══ PROVIDED INFORMATION ══

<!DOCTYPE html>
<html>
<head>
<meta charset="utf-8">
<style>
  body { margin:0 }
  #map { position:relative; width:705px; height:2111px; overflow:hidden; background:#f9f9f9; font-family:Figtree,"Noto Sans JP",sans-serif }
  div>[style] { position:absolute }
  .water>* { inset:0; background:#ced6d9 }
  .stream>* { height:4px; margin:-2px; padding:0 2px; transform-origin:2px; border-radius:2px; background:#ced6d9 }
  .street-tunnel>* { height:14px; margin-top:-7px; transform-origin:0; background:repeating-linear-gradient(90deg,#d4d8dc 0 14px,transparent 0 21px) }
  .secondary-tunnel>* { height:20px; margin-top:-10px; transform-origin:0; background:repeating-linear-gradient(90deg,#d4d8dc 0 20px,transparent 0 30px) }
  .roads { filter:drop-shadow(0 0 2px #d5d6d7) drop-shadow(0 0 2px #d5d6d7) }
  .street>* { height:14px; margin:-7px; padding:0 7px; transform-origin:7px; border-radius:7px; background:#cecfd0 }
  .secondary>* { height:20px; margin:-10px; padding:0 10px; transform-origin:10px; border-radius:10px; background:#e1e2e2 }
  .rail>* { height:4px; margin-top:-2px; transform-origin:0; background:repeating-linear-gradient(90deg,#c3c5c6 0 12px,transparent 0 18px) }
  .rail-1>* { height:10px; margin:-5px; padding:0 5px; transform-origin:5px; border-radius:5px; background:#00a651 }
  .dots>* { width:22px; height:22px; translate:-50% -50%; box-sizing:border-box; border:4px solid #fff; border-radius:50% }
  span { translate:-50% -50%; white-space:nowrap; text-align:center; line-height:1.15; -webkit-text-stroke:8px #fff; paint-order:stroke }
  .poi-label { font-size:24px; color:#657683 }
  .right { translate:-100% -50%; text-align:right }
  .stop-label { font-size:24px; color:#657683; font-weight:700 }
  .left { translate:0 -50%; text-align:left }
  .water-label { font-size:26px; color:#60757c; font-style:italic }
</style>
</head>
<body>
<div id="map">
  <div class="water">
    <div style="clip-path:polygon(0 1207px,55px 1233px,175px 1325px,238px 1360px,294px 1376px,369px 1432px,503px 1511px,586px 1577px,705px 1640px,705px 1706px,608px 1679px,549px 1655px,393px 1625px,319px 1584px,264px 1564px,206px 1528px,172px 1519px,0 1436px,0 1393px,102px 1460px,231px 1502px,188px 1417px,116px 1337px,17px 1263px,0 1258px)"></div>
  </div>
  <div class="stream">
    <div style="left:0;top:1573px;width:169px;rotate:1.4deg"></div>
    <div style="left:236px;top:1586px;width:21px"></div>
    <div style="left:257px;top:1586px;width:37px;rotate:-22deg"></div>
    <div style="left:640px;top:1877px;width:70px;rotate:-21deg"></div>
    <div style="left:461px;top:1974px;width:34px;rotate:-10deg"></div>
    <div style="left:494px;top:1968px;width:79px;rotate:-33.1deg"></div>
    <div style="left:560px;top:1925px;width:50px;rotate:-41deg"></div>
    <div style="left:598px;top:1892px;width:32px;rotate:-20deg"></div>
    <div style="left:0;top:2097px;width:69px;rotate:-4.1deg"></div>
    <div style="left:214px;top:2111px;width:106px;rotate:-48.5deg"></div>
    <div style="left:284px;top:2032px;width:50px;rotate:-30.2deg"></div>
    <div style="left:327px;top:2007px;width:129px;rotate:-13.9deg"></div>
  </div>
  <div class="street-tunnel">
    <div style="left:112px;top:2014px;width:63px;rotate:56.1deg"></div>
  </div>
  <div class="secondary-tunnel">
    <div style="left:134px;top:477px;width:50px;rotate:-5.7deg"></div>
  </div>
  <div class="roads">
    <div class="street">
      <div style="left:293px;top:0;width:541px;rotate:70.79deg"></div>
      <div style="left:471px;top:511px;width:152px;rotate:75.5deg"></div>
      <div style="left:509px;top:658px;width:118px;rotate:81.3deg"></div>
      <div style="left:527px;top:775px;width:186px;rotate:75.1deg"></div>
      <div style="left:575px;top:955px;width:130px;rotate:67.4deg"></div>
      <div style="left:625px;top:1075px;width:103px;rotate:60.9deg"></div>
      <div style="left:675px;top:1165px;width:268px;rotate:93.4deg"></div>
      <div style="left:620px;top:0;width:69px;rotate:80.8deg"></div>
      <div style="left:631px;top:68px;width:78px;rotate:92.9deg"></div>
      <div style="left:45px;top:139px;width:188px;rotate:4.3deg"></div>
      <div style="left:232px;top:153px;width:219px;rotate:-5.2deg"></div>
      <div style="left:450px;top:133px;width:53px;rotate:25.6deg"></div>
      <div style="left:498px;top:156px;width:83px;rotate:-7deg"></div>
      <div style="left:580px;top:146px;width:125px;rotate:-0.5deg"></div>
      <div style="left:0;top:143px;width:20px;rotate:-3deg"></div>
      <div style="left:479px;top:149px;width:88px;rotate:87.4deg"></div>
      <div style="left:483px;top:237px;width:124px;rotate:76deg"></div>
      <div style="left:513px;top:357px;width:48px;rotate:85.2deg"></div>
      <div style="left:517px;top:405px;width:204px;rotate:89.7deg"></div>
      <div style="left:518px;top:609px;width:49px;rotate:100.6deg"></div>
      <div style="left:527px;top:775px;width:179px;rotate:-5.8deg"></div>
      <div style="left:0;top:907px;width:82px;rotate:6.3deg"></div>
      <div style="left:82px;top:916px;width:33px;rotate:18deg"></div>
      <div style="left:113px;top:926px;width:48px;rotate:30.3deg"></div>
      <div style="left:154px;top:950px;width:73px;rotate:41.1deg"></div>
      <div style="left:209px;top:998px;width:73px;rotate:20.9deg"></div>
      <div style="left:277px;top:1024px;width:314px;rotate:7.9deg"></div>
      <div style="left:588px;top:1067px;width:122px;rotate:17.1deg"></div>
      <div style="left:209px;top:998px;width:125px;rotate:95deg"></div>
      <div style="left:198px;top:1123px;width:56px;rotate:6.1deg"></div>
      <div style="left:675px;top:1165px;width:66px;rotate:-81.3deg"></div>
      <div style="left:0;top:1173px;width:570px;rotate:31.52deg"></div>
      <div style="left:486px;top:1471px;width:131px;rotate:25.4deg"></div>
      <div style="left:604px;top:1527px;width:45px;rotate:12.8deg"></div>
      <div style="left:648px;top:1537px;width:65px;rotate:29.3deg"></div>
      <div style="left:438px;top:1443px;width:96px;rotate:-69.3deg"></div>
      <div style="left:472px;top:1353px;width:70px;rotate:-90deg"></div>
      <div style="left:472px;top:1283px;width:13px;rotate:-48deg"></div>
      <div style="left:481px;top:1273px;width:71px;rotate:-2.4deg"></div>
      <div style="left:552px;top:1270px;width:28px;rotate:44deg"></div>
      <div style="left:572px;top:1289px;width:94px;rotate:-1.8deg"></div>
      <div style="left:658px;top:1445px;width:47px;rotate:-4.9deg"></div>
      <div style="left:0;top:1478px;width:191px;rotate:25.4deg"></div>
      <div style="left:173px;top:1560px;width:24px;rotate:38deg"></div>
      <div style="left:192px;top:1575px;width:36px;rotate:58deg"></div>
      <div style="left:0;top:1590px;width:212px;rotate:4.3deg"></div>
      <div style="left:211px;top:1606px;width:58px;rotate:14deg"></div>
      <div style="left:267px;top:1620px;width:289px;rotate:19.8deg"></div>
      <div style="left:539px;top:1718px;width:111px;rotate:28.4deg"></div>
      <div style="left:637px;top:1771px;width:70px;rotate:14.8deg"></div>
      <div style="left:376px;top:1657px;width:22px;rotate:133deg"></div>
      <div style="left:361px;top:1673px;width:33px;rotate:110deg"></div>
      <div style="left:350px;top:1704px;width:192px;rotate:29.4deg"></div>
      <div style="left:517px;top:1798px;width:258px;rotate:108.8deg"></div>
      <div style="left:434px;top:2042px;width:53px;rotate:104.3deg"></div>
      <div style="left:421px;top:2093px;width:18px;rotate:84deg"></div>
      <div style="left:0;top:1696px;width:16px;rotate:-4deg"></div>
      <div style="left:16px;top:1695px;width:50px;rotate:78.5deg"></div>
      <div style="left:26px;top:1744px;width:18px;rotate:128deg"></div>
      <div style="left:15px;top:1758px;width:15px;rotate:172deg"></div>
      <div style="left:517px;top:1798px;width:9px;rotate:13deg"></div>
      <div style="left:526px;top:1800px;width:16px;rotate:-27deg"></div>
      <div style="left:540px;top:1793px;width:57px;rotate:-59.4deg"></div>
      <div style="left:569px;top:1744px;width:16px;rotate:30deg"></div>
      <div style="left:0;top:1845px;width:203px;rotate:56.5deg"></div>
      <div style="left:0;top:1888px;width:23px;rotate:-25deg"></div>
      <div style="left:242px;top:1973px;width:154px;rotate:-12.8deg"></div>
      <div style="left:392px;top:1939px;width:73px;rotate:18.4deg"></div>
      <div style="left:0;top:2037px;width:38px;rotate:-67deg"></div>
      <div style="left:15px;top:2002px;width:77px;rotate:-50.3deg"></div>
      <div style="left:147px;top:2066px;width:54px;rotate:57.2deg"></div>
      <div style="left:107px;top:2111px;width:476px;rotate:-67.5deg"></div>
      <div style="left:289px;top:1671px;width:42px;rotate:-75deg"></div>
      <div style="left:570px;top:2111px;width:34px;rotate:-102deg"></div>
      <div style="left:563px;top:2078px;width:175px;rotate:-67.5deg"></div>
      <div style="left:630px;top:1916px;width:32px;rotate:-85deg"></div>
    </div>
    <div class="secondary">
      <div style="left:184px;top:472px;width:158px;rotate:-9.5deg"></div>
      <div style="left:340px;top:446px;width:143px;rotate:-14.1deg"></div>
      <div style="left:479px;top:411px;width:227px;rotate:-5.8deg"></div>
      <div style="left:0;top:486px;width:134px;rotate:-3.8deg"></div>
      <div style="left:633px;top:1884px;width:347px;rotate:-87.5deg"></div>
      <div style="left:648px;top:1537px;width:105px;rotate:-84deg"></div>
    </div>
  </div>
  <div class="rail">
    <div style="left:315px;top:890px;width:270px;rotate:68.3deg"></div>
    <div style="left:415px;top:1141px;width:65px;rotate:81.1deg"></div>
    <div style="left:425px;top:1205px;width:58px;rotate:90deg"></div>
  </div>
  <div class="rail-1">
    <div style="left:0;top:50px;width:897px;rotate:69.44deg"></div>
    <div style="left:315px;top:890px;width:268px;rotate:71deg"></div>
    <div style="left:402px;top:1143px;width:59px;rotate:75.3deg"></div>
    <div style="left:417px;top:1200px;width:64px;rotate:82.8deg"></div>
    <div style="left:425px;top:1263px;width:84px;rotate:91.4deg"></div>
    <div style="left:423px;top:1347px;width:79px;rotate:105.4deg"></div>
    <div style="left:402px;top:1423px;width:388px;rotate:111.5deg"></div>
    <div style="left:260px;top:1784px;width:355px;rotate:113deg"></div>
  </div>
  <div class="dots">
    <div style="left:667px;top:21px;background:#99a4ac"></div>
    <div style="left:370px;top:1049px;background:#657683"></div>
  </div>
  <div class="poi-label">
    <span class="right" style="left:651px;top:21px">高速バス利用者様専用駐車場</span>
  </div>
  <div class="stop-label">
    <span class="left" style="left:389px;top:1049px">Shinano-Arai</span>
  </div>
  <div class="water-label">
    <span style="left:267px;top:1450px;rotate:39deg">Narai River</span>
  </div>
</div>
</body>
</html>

═══
══ PROVIDED INFORMATION ══

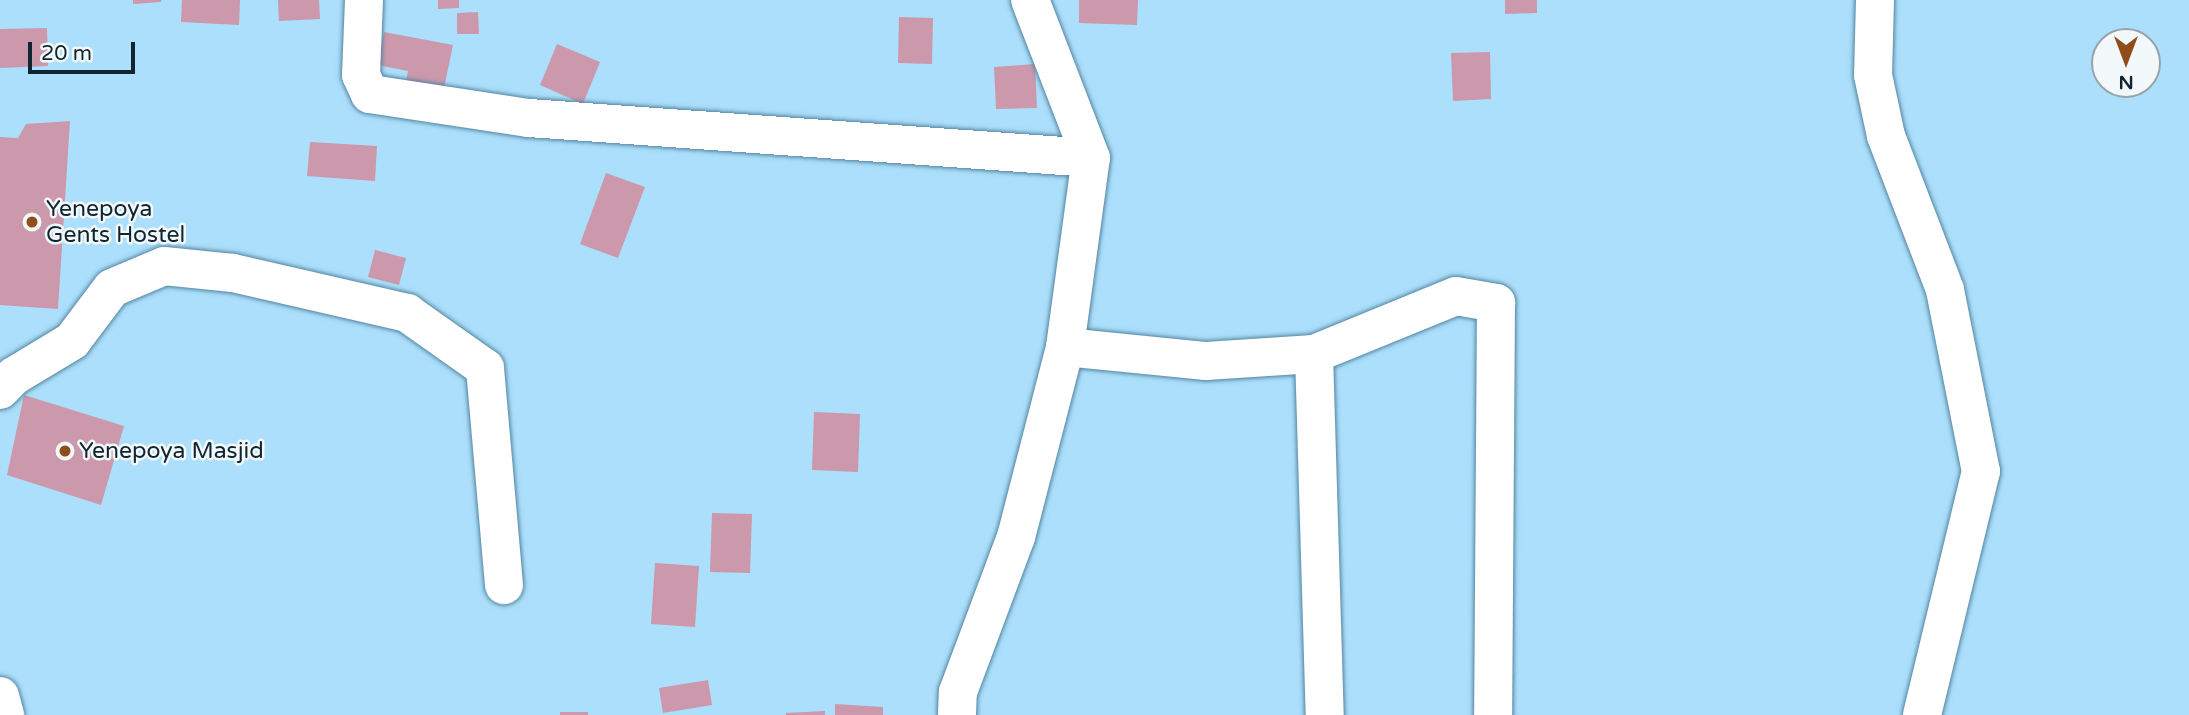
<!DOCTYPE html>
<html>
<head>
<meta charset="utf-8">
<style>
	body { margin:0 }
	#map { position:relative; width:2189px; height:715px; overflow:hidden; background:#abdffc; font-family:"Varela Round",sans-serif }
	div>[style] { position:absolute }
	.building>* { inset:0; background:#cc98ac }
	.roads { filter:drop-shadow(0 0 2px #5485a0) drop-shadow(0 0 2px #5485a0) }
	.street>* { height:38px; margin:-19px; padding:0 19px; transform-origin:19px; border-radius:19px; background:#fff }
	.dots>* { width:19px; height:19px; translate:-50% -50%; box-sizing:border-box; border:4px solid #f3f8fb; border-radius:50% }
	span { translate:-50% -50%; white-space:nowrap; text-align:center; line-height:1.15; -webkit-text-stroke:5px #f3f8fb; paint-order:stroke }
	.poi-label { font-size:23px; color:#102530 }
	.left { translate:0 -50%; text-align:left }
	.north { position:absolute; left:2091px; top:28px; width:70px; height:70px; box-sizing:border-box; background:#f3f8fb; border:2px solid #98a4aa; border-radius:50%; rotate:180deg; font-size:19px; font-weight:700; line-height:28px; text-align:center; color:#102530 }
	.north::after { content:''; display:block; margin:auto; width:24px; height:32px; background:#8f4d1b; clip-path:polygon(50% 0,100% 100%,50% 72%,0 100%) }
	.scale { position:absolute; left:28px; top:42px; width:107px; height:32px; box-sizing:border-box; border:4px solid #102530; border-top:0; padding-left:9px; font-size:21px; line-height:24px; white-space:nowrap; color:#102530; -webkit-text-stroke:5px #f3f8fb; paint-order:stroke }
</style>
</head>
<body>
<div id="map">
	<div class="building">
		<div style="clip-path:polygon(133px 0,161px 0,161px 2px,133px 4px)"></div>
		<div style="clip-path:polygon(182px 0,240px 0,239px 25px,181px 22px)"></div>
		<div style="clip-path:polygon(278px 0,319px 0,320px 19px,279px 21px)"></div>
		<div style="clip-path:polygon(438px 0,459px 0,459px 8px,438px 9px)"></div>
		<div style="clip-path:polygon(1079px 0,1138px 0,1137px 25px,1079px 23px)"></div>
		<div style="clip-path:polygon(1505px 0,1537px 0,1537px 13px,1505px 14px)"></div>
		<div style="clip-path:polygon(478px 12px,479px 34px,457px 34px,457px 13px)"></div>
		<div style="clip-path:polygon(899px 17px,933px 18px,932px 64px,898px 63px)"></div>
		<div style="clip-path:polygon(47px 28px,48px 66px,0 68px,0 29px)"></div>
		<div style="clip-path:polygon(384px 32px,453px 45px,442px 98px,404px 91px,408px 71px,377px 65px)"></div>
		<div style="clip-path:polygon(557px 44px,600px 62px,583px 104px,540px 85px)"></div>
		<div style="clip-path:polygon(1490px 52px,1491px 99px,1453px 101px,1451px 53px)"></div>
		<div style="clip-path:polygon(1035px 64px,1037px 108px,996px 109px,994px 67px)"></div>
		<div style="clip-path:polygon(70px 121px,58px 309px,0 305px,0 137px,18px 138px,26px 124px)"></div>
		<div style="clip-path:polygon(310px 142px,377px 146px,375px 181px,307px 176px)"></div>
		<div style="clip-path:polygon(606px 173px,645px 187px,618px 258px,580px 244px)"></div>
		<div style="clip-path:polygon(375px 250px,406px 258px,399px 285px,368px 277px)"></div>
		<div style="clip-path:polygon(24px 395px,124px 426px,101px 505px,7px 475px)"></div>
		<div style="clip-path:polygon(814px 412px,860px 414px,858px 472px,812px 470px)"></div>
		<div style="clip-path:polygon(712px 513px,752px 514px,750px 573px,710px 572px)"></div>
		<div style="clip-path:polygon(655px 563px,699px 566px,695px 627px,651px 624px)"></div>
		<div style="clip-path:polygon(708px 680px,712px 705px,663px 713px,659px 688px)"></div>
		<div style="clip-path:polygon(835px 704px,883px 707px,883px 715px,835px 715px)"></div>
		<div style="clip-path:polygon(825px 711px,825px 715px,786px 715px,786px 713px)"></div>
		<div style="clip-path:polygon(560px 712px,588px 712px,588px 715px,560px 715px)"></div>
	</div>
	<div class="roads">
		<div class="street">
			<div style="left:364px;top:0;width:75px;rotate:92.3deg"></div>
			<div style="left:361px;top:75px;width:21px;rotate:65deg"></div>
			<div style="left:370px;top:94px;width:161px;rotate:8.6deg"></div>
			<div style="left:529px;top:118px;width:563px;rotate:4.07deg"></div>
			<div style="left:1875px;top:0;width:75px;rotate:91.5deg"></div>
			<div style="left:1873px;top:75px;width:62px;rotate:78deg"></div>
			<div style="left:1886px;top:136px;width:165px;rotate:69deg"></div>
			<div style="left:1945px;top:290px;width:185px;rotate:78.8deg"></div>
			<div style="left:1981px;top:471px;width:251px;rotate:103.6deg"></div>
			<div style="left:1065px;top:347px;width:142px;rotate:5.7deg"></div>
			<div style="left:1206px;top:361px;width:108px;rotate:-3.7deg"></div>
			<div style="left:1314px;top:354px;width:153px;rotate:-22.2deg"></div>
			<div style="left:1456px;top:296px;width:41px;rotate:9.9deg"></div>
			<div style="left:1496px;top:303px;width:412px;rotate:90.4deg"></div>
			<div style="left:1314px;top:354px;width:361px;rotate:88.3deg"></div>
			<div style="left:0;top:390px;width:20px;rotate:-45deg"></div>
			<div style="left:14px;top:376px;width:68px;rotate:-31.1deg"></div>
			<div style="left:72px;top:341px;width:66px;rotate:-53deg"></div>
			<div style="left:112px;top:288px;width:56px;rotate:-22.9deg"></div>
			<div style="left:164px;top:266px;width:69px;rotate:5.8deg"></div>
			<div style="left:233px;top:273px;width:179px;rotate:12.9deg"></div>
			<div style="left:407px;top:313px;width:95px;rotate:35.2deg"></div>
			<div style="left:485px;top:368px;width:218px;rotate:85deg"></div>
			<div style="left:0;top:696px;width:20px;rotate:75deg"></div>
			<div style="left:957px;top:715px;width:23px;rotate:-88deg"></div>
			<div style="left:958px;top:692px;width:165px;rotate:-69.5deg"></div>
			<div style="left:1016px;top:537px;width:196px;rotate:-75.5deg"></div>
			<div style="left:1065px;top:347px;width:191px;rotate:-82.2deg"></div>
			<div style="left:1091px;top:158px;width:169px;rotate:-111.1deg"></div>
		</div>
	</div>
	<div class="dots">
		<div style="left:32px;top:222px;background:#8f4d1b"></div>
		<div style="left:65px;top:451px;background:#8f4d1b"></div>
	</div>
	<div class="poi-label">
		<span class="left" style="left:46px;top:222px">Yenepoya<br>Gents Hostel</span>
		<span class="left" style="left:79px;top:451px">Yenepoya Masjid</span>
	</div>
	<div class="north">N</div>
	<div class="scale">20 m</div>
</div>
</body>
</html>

═══

Your answer should be the lines of the records that include the word "overflow".

  #map { position:relative; width:705px; height:2111px; overflow:hidden; background:#f9f9f9; font-family:Figtree,"Noto Sans JP",sans-serif }
	#map { position:relative; width:2189px; height:715px; overflow:hidden; background:#abdffc; font-family:"Varela Round",sans-serif }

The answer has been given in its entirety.